Im trying to make a simple game just to check some things and stuff..
Basicly all the info of a certain thing is on a table just for that
then each player has one/multiple rows depending the thing of course.
The structure is basicly
VARCHAR for Player Name (to indentify the player)
INT for Ammount (the thing ammount)
INT for Thing_ID (the thing id)
but if the player has 2 differents things it creates 2 rows for each one but for only that player!

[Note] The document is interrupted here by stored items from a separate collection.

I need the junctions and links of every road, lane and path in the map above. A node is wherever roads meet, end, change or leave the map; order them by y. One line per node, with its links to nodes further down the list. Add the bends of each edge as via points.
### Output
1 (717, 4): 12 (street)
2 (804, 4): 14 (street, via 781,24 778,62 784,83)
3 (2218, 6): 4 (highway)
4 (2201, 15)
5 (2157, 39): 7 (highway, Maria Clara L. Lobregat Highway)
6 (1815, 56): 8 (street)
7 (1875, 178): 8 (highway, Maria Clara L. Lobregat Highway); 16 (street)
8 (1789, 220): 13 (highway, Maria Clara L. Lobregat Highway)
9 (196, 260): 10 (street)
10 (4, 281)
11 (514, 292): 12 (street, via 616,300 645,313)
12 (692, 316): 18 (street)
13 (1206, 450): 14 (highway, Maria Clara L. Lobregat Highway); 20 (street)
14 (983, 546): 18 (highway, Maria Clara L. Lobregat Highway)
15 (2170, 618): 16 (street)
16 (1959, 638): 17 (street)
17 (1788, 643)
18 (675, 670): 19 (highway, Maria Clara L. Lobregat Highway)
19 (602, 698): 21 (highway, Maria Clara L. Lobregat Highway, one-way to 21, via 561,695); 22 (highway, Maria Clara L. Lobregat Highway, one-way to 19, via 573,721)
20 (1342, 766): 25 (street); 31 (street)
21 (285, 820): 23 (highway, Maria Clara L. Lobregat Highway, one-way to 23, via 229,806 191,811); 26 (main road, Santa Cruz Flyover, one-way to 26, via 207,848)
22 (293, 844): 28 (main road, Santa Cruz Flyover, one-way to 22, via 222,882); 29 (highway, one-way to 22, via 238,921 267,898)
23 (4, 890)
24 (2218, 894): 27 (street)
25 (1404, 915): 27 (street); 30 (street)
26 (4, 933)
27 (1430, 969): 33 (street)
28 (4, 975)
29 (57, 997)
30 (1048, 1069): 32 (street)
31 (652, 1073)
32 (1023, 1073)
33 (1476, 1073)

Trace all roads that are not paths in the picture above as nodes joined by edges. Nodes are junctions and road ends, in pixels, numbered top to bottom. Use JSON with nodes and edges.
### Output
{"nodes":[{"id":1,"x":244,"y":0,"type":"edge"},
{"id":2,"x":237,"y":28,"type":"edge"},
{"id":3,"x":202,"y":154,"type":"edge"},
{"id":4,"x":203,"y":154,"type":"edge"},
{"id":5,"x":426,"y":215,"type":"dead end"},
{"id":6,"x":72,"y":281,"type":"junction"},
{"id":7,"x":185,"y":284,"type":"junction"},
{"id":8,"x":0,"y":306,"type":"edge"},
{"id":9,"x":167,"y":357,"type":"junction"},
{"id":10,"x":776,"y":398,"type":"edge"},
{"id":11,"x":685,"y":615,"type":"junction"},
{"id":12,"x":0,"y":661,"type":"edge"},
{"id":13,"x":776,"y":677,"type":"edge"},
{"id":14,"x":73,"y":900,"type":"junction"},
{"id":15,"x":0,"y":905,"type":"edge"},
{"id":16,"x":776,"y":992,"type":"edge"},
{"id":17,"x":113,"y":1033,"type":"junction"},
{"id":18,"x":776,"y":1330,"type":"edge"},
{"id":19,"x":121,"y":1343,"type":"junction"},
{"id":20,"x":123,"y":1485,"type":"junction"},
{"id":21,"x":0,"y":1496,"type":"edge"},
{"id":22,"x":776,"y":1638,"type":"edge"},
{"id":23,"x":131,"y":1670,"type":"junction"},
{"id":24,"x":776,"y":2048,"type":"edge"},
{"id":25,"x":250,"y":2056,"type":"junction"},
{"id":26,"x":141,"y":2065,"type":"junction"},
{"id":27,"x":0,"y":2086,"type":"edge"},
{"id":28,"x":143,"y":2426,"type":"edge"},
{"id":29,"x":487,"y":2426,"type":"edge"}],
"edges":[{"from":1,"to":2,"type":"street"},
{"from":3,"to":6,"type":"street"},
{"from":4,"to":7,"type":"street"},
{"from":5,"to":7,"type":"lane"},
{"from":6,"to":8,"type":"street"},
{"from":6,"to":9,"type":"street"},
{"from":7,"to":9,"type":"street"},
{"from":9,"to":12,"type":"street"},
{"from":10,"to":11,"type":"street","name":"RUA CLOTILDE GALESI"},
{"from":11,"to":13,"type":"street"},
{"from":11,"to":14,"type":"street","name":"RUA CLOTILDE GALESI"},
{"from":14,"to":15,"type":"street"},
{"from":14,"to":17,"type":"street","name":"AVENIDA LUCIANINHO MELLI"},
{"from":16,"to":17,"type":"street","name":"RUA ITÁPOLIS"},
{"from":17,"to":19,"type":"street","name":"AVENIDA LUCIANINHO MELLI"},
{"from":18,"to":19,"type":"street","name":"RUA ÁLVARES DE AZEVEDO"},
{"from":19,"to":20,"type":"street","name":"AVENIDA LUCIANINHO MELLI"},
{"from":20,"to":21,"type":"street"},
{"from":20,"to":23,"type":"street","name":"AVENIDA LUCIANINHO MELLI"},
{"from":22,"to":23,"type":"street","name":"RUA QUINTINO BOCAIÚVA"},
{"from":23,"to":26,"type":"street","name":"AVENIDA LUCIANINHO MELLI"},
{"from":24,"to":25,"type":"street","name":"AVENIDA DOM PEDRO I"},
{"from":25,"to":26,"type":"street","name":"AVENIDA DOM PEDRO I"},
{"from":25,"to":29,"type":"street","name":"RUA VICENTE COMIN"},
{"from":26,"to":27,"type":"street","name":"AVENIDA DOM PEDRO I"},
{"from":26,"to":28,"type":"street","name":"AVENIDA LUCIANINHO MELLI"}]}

Now i want to know whats the query to gather all the rows just for that player and display them...
I used:
Code: Select all
$result=mysql_fetch_array(mysql_query("SELECT * from negocios where player='$player'"));
$num=mysql_numrows($result);
$i=0;
while ($i < $num) {
$variable = mysql_result($result,$i,"variable");
$i++;
but it didnt work
This error appears: Warning: mysql_numrows() expects parameter 1 to be resource, boolean given in C:\xampp\htdocs\game\all.bus.php on line 23
line 23 is: $num=mysql_numrows($result);
Thanks for the help
Re: Check for data for that specific player
Posted: Tue Sep 27, 2011 2:55 pm
by Chris
You are trying to count an array with mysql_numrows. What you should be doing is counting what the query is retrieving:
Code: Select all
$query = mysql_query("SELECT * FROM `negocios` WHERE `player`='$player'");
$result = mysql_fetch_array($query);
$num = mysql_numrows($result);
This will now count the amount of rows found where the field `player` = $player
Another solution to this would simply to do what you are doing and then count the amount of values $result contains:
Code: Select all
$result=mysql_fetch_array(mysql_query("SELECT * FROM `negocios` WHERE `player`='$player'"));
$num=count($result);
The only problem with this is calling mysql_fetch_array only retrieves on row at a time. So calling it once will only retrieve one row, leaving you array with only one value. Meaning $num will always equal 1.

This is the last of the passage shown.